A Course in Miracles Lesson 229

Love, which created me, is what I am.

Here is the answer to all our questions about what we are and what is our function. Love, which created us, is what we are (W-pII.229.h).

But for many of us – certainly I am one – the answer is like a bright light that obscures its own simplicity. We all know that Love is what we are. Most of us were saying that, or something like it, long before we even encountered A Course in Miracles.

Why is it so hard to accept? Why do we place so many obstacles to its acceptance?

And are those even the right questions to ask?

I want to suggest that the real gem in this lesson is just behind the main idea and it’s this: “Now need I seek no more” (W-pII.229.1:2).

There are two important aspects to this idea, which are equally challenging to our acceptance of the primary idea the lesson offers.

The first is that our spiritual journey is over. We don’t have to wander the earth looking for good books and websites, gurus and teachers, retreats and churches. All that was a distraction. It wasn’t good and it wasn’t bad. It just wasn’t the answer.

It is very hard to accept that all our so-called spiritual work – reading and re-reading Tara Singh, studying and applying the lessons, finding good therapists, meditation and yoga, all of it – was just froth at the tip of the wave. No more and no less.

Our ego doesn’t want to admit that! We want our journey to have been meaningful, full of direction and clarity, and always productive. And the Course is saying, that’s not so.

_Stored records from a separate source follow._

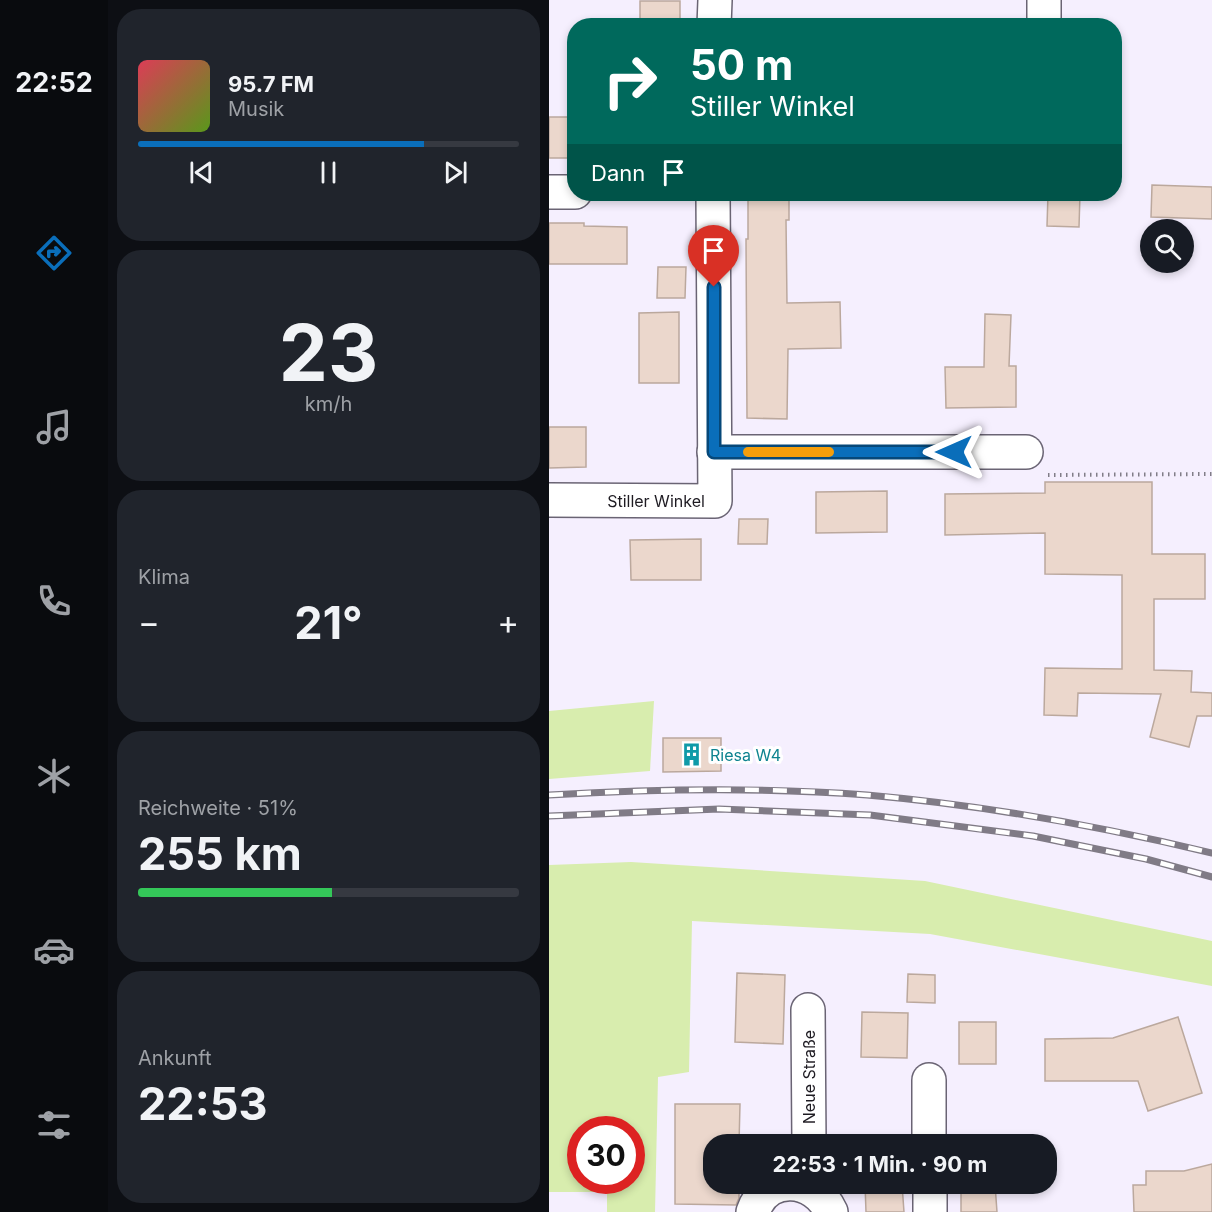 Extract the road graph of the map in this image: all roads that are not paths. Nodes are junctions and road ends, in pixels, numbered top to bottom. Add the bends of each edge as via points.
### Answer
1 (715, 0) edge
2 (1044, 0) edge
3 (714, 18) edge
4 (1044, 18) edge
5 (549, 192) edge
6 (567, 192) edge
7 (713, 201) edge
8 (714, 452) junction
9 (1026, 452) road end
10 (549, 500) edge
11 (808, 1010) dead end
12 (929, 1080) dead end
13 (809, 1134) edge
14 (929, 1134) edge
15 (764, 1194) edge
16 (818, 1194) edge
17 (930, 1194) edge
18 (753, 1212) edge
19 (831, 1212) edge
20 (930, 1212) edge

1 - 3 street
2 - 4 street
5 - 6 street
7 - 8 street, Stiller Winkel
8 - 9 street
8 - 10 street, Stiller Winkel via 715,501
11 - 13 street, Neue Straße
12 - 14 street
15 - 18 street
16 - 19 street
17 - 20 street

It’s not so because what we were seeking was always already given to us. It was what we are – right here, right now. Therefore, not only is there nothing to seek, it was seeking that obscured the truth.

This is an extension of the ACIM premise that the secret to salvation is that we are doing this to our own self (T-27.VIII.10:1).

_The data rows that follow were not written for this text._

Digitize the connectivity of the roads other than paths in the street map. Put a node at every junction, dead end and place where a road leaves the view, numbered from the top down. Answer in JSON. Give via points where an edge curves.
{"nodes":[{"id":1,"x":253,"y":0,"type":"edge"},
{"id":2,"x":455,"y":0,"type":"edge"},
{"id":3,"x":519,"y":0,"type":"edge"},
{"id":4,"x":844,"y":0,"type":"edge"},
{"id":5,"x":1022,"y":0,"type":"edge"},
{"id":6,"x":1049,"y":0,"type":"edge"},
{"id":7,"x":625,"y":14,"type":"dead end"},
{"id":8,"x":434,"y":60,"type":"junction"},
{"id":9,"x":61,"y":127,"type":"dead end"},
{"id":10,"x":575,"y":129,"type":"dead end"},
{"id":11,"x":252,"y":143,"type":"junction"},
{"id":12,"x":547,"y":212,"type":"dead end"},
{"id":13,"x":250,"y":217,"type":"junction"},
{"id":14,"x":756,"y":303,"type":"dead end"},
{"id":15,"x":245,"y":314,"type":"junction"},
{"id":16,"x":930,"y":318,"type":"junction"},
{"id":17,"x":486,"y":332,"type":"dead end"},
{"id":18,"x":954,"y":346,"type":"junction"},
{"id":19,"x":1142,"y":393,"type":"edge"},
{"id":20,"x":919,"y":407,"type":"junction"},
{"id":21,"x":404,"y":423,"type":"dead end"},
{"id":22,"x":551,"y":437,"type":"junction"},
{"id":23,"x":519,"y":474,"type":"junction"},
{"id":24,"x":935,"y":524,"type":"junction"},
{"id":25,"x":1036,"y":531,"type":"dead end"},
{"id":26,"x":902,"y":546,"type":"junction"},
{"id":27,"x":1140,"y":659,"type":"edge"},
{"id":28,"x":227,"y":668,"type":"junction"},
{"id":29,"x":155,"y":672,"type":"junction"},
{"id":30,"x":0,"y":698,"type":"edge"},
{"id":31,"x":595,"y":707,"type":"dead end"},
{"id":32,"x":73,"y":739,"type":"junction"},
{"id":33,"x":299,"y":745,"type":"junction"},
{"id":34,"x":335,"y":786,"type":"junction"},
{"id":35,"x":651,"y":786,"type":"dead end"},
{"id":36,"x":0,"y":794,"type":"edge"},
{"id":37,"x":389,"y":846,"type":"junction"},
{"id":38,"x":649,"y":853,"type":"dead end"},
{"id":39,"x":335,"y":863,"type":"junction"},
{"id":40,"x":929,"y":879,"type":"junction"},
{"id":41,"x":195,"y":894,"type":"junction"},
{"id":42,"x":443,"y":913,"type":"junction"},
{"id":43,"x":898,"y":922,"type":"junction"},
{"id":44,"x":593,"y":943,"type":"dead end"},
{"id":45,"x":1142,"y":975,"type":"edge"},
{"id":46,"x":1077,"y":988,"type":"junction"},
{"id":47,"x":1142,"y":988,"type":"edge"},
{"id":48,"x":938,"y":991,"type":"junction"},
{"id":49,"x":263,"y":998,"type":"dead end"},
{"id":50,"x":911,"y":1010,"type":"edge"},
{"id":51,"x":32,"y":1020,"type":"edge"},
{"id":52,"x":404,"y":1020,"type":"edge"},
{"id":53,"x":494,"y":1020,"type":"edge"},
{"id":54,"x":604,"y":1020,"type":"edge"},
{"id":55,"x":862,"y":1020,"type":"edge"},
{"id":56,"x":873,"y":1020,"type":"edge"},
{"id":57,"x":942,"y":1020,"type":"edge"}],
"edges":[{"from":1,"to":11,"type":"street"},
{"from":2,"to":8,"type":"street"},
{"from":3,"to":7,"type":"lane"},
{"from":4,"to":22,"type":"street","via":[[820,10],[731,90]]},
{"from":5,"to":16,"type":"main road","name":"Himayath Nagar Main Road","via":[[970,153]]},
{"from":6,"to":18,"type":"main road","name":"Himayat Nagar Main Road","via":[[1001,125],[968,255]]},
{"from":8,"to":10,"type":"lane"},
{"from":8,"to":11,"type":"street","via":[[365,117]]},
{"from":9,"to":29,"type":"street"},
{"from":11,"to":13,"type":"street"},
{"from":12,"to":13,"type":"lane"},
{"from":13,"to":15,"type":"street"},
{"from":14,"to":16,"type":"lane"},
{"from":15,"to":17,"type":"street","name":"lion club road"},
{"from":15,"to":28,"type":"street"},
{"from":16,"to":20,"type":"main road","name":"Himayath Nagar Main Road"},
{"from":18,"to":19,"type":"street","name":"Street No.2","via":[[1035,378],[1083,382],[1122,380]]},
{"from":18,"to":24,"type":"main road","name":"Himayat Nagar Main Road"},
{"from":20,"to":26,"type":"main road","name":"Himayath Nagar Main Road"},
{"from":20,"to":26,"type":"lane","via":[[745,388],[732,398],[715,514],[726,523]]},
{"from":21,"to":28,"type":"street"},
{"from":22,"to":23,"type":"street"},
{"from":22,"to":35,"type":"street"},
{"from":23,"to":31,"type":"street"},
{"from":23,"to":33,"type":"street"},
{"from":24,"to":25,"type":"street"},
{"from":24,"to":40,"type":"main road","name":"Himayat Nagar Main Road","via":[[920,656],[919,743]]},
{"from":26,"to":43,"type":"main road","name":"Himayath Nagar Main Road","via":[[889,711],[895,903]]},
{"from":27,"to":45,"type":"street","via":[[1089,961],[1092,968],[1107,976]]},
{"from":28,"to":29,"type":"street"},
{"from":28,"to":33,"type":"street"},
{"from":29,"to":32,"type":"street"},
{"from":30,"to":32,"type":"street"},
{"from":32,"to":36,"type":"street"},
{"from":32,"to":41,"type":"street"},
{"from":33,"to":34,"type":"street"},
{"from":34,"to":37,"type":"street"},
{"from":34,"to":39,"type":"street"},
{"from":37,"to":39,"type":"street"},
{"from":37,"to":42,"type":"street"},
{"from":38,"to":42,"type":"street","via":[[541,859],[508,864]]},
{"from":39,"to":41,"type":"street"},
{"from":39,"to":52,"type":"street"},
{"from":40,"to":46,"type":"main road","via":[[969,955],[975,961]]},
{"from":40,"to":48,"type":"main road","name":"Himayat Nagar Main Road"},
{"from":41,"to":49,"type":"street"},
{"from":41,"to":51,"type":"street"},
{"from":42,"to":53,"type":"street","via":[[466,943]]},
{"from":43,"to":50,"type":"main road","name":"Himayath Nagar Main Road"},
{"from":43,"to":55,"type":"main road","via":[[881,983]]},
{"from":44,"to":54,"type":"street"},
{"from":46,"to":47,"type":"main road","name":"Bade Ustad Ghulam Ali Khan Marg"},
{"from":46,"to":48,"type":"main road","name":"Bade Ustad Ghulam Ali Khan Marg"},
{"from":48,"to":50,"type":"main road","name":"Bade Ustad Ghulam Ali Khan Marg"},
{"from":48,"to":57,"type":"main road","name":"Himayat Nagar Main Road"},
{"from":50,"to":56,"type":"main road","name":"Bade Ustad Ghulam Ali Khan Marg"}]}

This is the other aspect of this idea that can be challenging to us. Love is what we are but we clearly don’t know it, and all our instinct and all our conditioning teaches us to go find it. Study, learn, read, meditate, sit at the feet of the guru, sit in the front of the classroom et cetera.

And none of that will do. That’s just the same old useless dream – empty and meaningless – reasserting itself. It’s mechanical; it just runs of its own accord, and carries us with it.

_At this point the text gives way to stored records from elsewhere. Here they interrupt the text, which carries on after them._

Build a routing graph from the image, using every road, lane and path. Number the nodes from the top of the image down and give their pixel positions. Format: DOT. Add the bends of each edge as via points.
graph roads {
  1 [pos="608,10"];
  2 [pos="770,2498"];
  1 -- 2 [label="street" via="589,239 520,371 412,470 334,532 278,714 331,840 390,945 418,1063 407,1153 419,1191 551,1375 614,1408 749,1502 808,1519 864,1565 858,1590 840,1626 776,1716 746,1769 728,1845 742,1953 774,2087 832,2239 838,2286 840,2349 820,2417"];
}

What is the other way? Look at the lesson carefully, especially these sentences:

Love has prevailed. So still It waited for my coming home, that will turn away no longer from the holy face of Christ (W-pII.229.1:3-4).

Love does the work and the work it does is . . . wait. It doesn’t call to us, it doesn’t get all active in our lives. It just . . . waits. Are we finished with our silly seeking? Our pointless speculation about spirit and God?

Remember what the introduction to this sequence of lessons said about forgiveness. It is “still and quietly does nothing” (W-pII.1.4:1).

It offends no aspect of reality, nor seeks to twist it to appearances it likes. It merely looks, and waits, and judges not (W-pII.1.4:2-3).

When we release judgment – which, yes, has to be learned and re-learned, applied and re-applied – then what see reveals the “holy face of Christ” (W-pII.229.1:4). This is not a thing we do but a thing we know when we stop insisting that our way – our ideas, our rituals, our plans – are equal in any way to God’s. Everything we look upon and reflect upon “attests the truth of the Identity I sought to lose” (W-pII.229.1:5).

Our seeking was a form of refusing to realize what was always true. Seeking was a form of hiding, avoiding and obscuring. Can we – for a few minutes today – not seek? Can we simply look, wait and judge not?

Can we – for a moment even – be the Love that in Creation we have always been? What else in the end becomes us?